> [WORK TO BE COMPLETED] Only the text of the entries below should be returned, exactly as given, without pictures.

> [RECORDS FOR THE TASK]

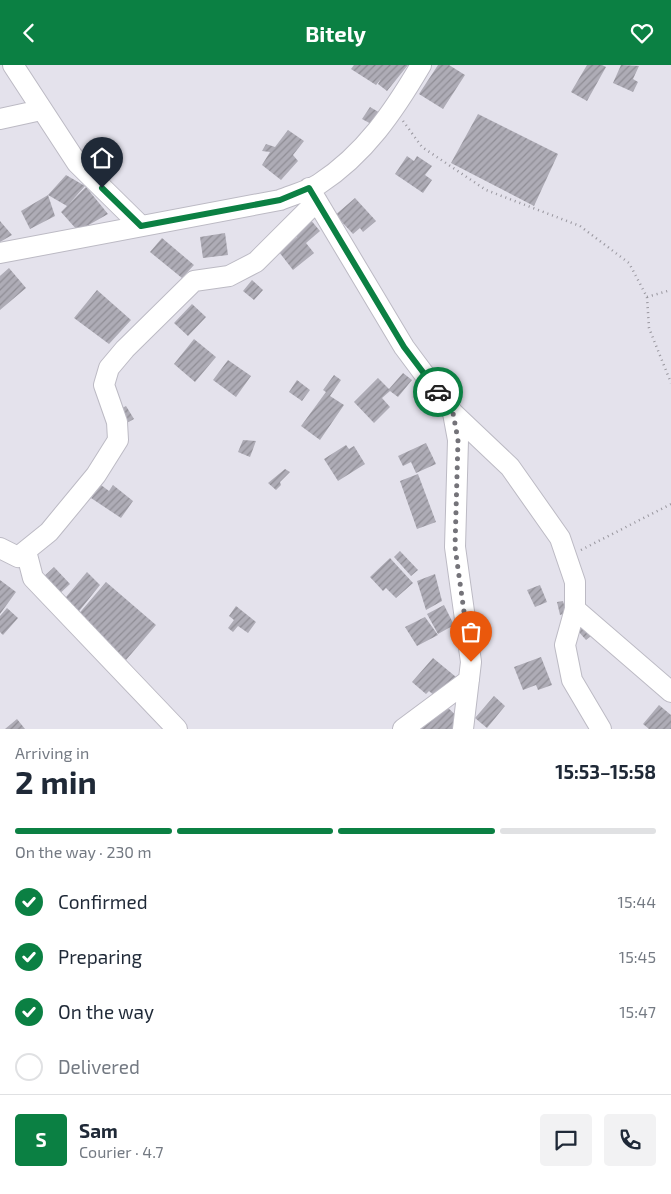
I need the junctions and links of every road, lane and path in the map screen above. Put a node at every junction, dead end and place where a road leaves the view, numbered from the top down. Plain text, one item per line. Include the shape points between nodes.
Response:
1 (13, 65) edge
2 (421, 65) edge
3 (41, 110) junction
4 (395, 110) junction
5 (0, 119) edge
6 (313, 194) junction
7 (141, 226) junction
8 (0, 253) edge
9 (671, 290) edge
10 (647, 297) junction
11 (671, 383) edge
12 (453, 413) junction
13 (671, 504) edge
14 (0, 548) edge
15 (26, 551) junction
16 (567, 558) junction
17 (575, 609) junction
18 (468, 680) junction
19 (671, 693) edge
20 (177, 729) edge
21 (403, 729) edge
22 (463, 729) edge
23 (601, 729) edge

1 - 3 street
2 - 4 street
3 - 5 street
3 - 7 street via 77,163
4 - 6 street via 364,149 318,185
4 - 10 path via 422,147 486,190 580,226 629,263
6 - 7 street
6 - 12 street via 404,347
6 - 15 street via 256,262 228,276 194,281 124,349 109,368 104,385 117,422 118,440 96,475 49,532
7 - 8 street
9 - 10 path
10 - 11 path via 649,329
12 - 16 street via 510,467 560,538
12 - 18 street via 458,440 455,547 471,662
13 - 16 path
14 - 15 street via 18,557
15 - 20 street via 33,578
16 - 17 street via 575,582
17 - 19 street
17 - 23 street via 565,645 572,680
18 - 21 street
18 - 22 street

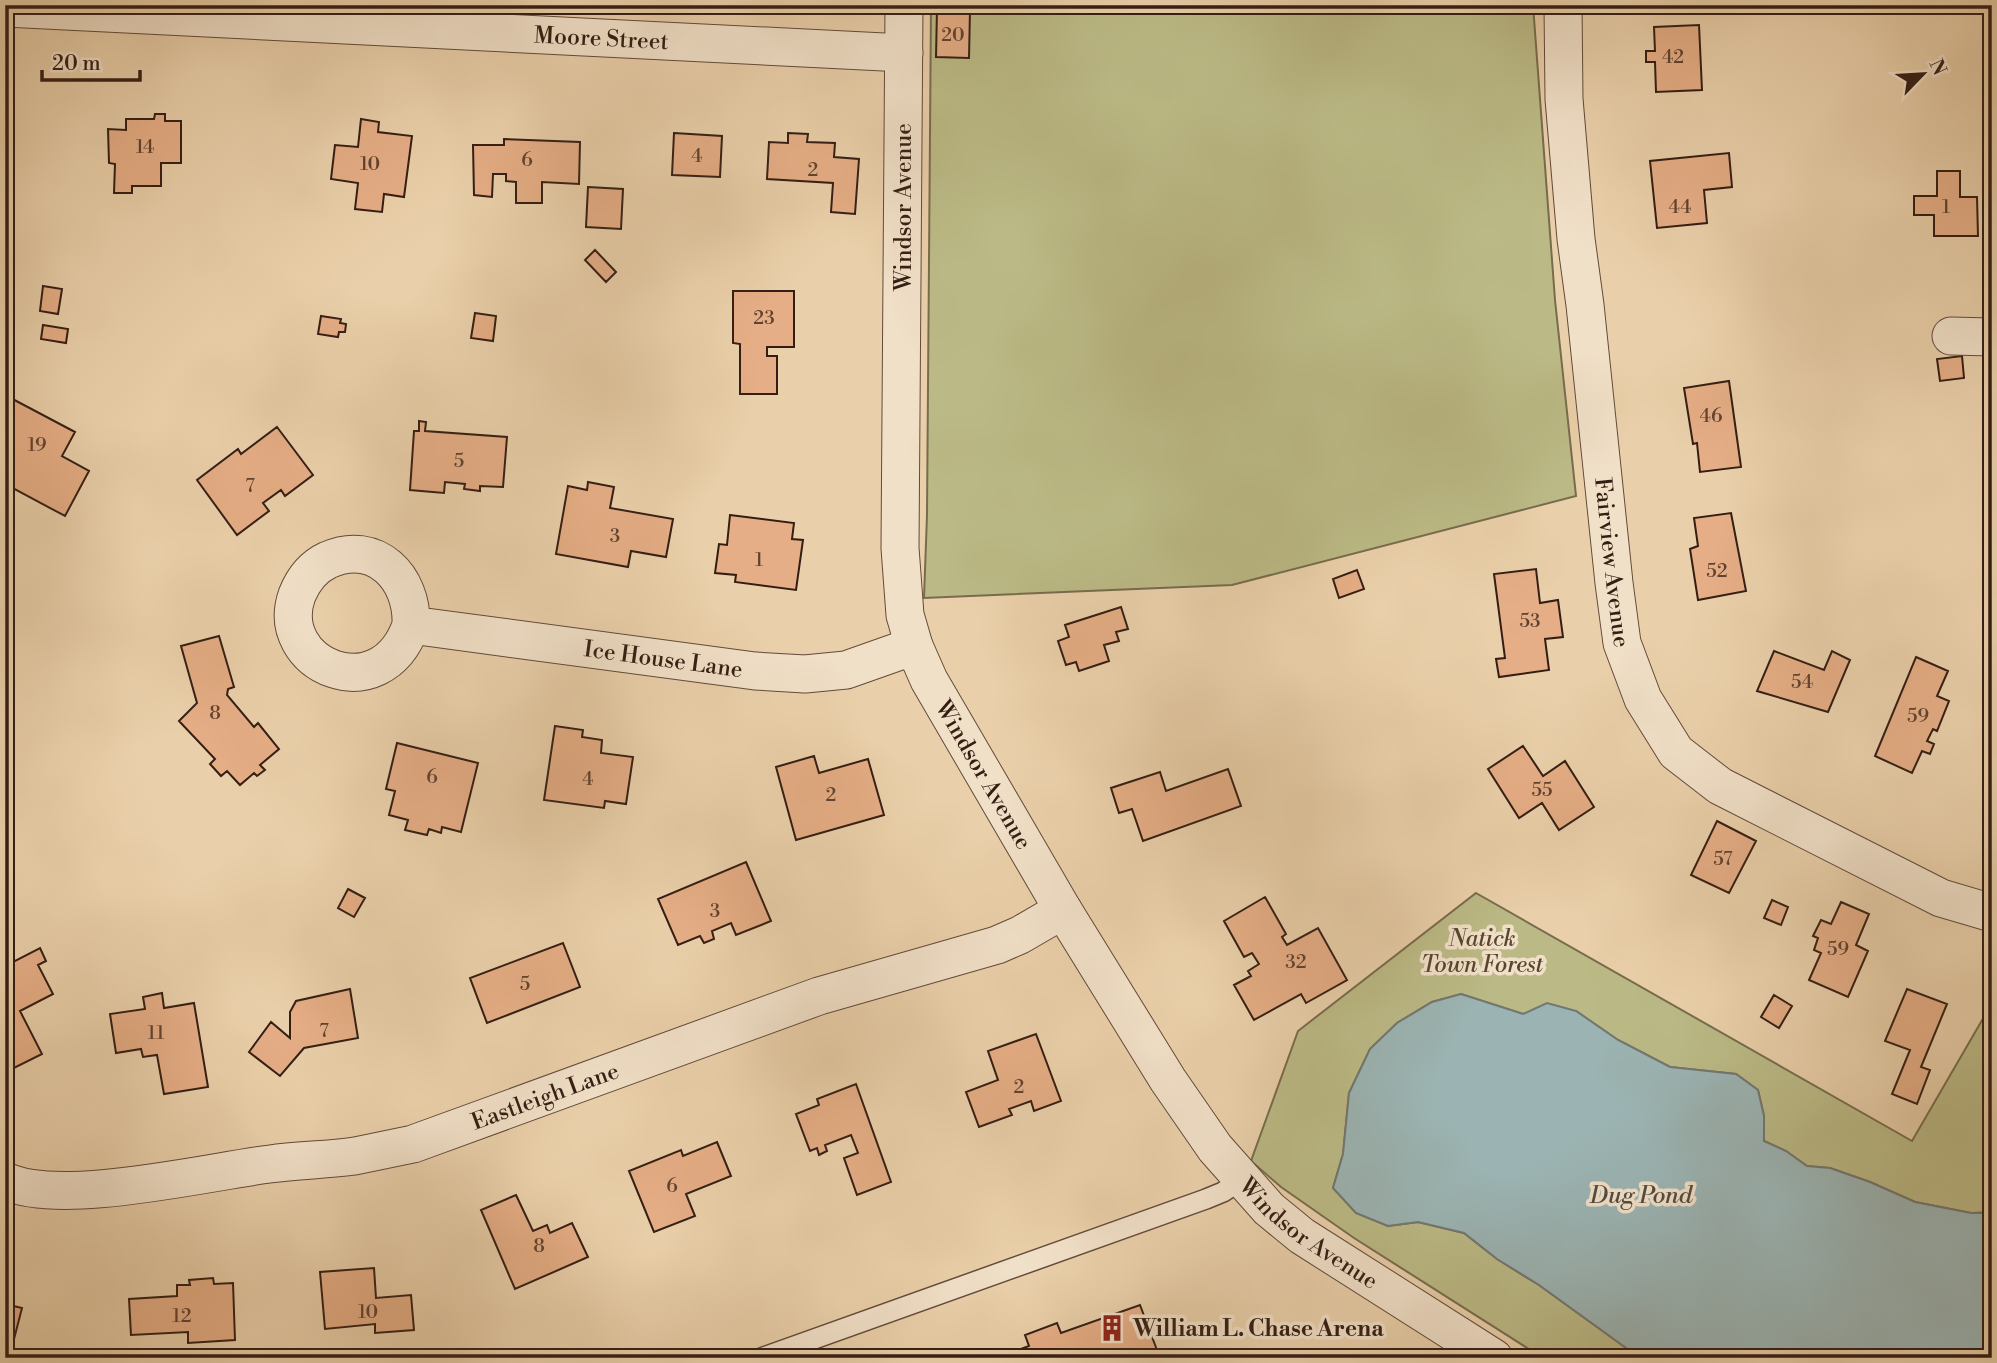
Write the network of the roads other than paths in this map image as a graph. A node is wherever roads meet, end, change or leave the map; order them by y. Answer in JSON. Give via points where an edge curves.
{"nodes":[{"id":1,"x":904,"y":5,"type":"edge"},
{"id":2,"x":1563,"y":5,"type":"edge"},
{"id":3,"x":5,"y":8,"type":"edge"},
{"id":4,"x":376,"y":16,"type":"edge"},
{"id":5,"x":904,"y":53,"type":"junction"},
{"id":6,"x":1951,"y":336,"type":"dead end"},
{"id":7,"x":1992,"y":337,"type":"edge"},
{"id":8,"x":411,"y":625,"type":"dead end"},
{"id":9,"x":914,"y":646,"type":"junction"},
{"id":10,"x":1063,"y":910,"type":"junction"},
{"id":11,"x":1992,"y":914,"type":"edge"},
{"id":12,"x":1241,"y":1180,"type":"junction"},
{"id":13,"x":5,"y":1181,"type":"edge"},
{"id":14,"x":761,"y":1358,"type":"edge"},
{"id":15,"x":1494,"y":1358,"type":"edge"}],
"edges":[{"from":1,"to":5,"type":"street","name":"Windsor Avenue"},
{"from":2,"to":11,"type":"street","name":"Fairview Avenue","via":[[1564,99],[1576,239],[1614,583],[1622,643],[1643,699],[1676,752],[1720,786],[1941,898]]},
{"from":3,"to":4,"type":"street","name":"Moore Street"},
{"from":4,"to":5,"type":"street","name":"Moore Street"},
{"from":5,"to":9,"type":"street","name":"Windsor Avenue","via":[[900,548],[905,615]]},
{"from":6,"to":7,"type":"street"},
{"from":8,"to":9,"type":"street","name":"Ice House Lane","via":[[805,674],[845,670]]},
{"from":9,"to":10,"type":"street","name":"Windsor Avenue","via":[[941,701]]},
{"from":10,"to":12,"type":"street","name":"Windsor Avenue","via":[[1168,1080]]},
{"from":10,"to":13,"type":"street","name":"Eastleigh Lane","via":[[996,944],[773,1012],[413,1144],[353,1156],[61,1192]]},
{"from":12,"to":14,"type":"lane","via":[[1206,1199]]},
{"from":12,"to":15,"type":"street","name":"Windsor Avenue","via":[[1303,1236]]}]}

> [RESPONSE BOX]
I need the junctions and links of every road, lane and path in the map screen above. Put a node at every junction, dead end and place where a road leaves the view, numbered from the top down. Plain text, one item per line. Include the shape points between nodes.
Response:
1 (13, 65) edge
2 (421, 65) edge
3 (41, 110) junction
4 (395, 110) junction
5 (0, 119) edge
6 (313, 194) junction
7 (141, 226) junction
8 (0, 253) edge
9 (671, 290) edge
10 (647, 297) junction
11 (671, 383) edge
12 (453, 413) junction
13 (671, 504) edge
14 (0, 548) edge
15 (26, 551) junction
16 (567, 558) junction
17 (575, 609) junction
18 (468, 680) junction
19 (671, 693) edge
20 (177, 729) edge
21 (403, 729) edge
22 (463, 729) edge
23 (601, 729) edge

1 - 3 street
2 - 4 street
3 - 5 street
3 - 7 street via 77,163
4 - 6 street via 364,149 318,185
4 - 10 path via 422,147 486,190 580,226 629,263
6 - 7 street
6 - 12 street via 404,347
6 - 15 street via 256,262 228,276 194,281 124,349 109,368 104,385 117,422 118,440 96,475 49,532
7 - 8 street
9 - 10 path
10 - 11 path via 649,329
12 - 16 street via 510,467 560,538
12 - 18 street via 458,440 455,547 471,662
13 - 16 path
14 - 15 street via 18,557
15 - 20 street via 33,578
16 - 17 street via 575,582
17 - 19 street
17 - 23 street via 565,645 572,680
18 - 21 street
18 - 22 street

Write the network of the roads other than paths in this map image as a graph. A node is wherever roads meet, end, change or leave the map; order them by y. Answer in JSON. Give via points where an edge curves.
{"nodes":[{"id":1,"x":904,"y":5,"type":"edge"},
{"id":2,"x":1563,"y":5,"type":"edge"},
{"id":3,"x":5,"y":8,"type":"edge"},
{"id":4,"x":376,"y":16,"type":"edge"},
{"id":5,"x":904,"y":53,"type":"junction"},
{"id":6,"x":1951,"y":336,"type":"dead end"},
{"id":7,"x":1992,"y":337,"type":"edge"},
{"id":8,"x":411,"y":625,"type":"dead end"},
{"id":9,"x":914,"y":646,"type":"junction"},
{"id":10,"x":1063,"y":910,"type":"junction"},
{"id":11,"x":1992,"y":914,"type":"edge"},
{"id":12,"x":1241,"y":1180,"type":"junction"},
{"id":13,"x":5,"y":1181,"type":"edge"},
{"id":14,"x":761,"y":1358,"type":"edge"},
{"id":15,"x":1494,"y":1358,"type":"edge"}],
"edges":[{"from":1,"to":5,"type":"street","name":"Windsor Avenue"},
{"from":2,"to":11,"type":"street","name":"Fairview Avenue","via":[[1564,99],[1576,239],[1614,583],[1622,643],[1643,699],[1676,752],[1720,786],[1941,898]]},
{"from":3,"to":4,"type":"street","name":"Moore Street"},
{"from":4,"to":5,"type":"street","name":"Moore Street"},
{"from":5,"to":9,"type":"street","name":"Windsor Avenue","via":[[900,548],[905,615]]},
{"from":6,"to":7,"type":"street"},
{"from":8,"to":9,"type":"street","name":"Ice House Lane","via":[[805,674],[845,670]]},
{"from":9,"to":10,"type":"street","name":"Windsor Avenue","via":[[941,701]]},
{"from":10,"to":12,"type":"street","name":"Windsor Avenue","via":[[1168,1080]]},
{"from":10,"to":13,"type":"street","name":"Eastleigh Lane","via":[[996,944],[773,1012],[413,1144],[353,1156],[61,1192]]},
{"from":12,"to":14,"type":"lane","via":[[1206,1199]]},
{"from":12,"to":15,"type":"street","name":"Windsor Avenue","via":[[1303,1236]]}]}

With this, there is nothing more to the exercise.